BEGIN AVAILABLE DATA
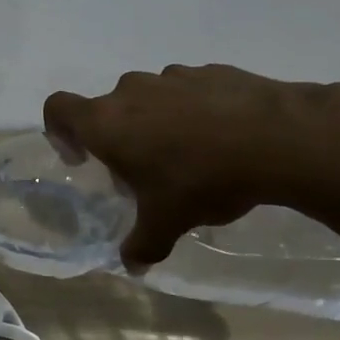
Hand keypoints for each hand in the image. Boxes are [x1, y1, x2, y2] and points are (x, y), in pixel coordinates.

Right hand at [44, 64, 339, 270]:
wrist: (281, 139)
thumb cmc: (202, 179)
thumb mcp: (167, 223)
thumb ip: (142, 245)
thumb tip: (132, 268)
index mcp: (106, 123)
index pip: (57, 109)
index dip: (61, 132)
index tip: (83, 158)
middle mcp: (131, 92)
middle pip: (107, 108)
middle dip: (118, 136)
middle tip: (143, 170)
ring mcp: (174, 76)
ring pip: (150, 97)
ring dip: (156, 121)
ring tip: (189, 155)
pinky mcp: (214, 71)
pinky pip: (189, 91)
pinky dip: (195, 110)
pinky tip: (223, 139)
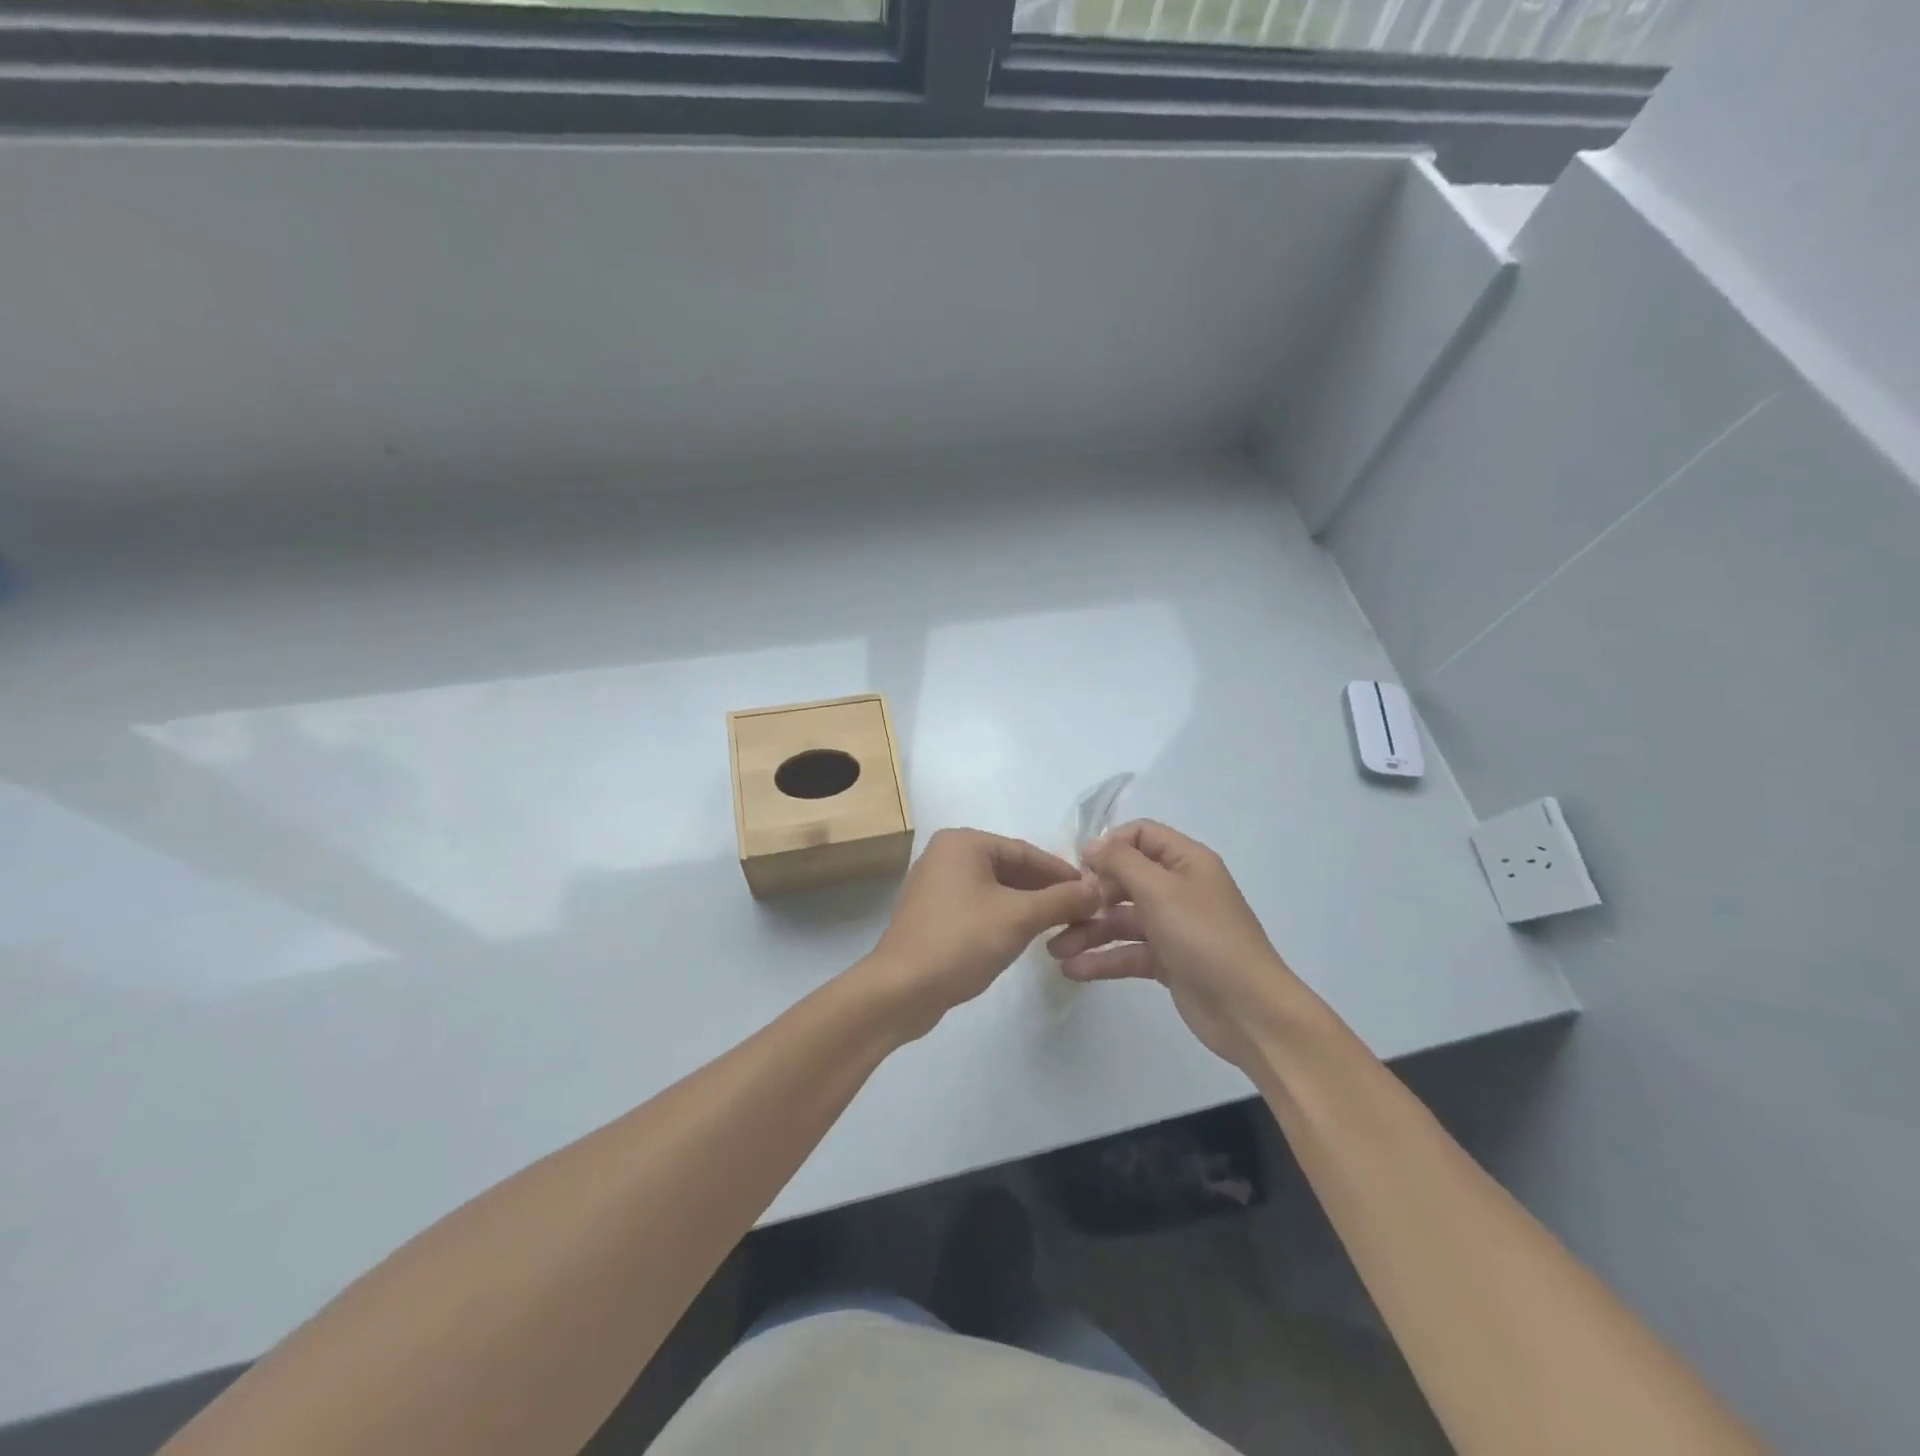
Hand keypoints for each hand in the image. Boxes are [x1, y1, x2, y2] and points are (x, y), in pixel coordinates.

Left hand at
END AVAILABLE DATA
GOAL OF THE EXERCISE:
Whenever the word "hand" shows up in a line of the entries, copy that line.

TASK RESPONSE:
Hand keypoints for each hand in the image. Boxes are [x1, y1, x2, y2] and points are (x, y), in pixel coordinates.
Right hand at [44, 64, 339, 270]:
Hand keypoints for each hand in the image. Boxes are [x1, y1, x2, y2] and points are (x, y), in pixel coordinates.
Left hand at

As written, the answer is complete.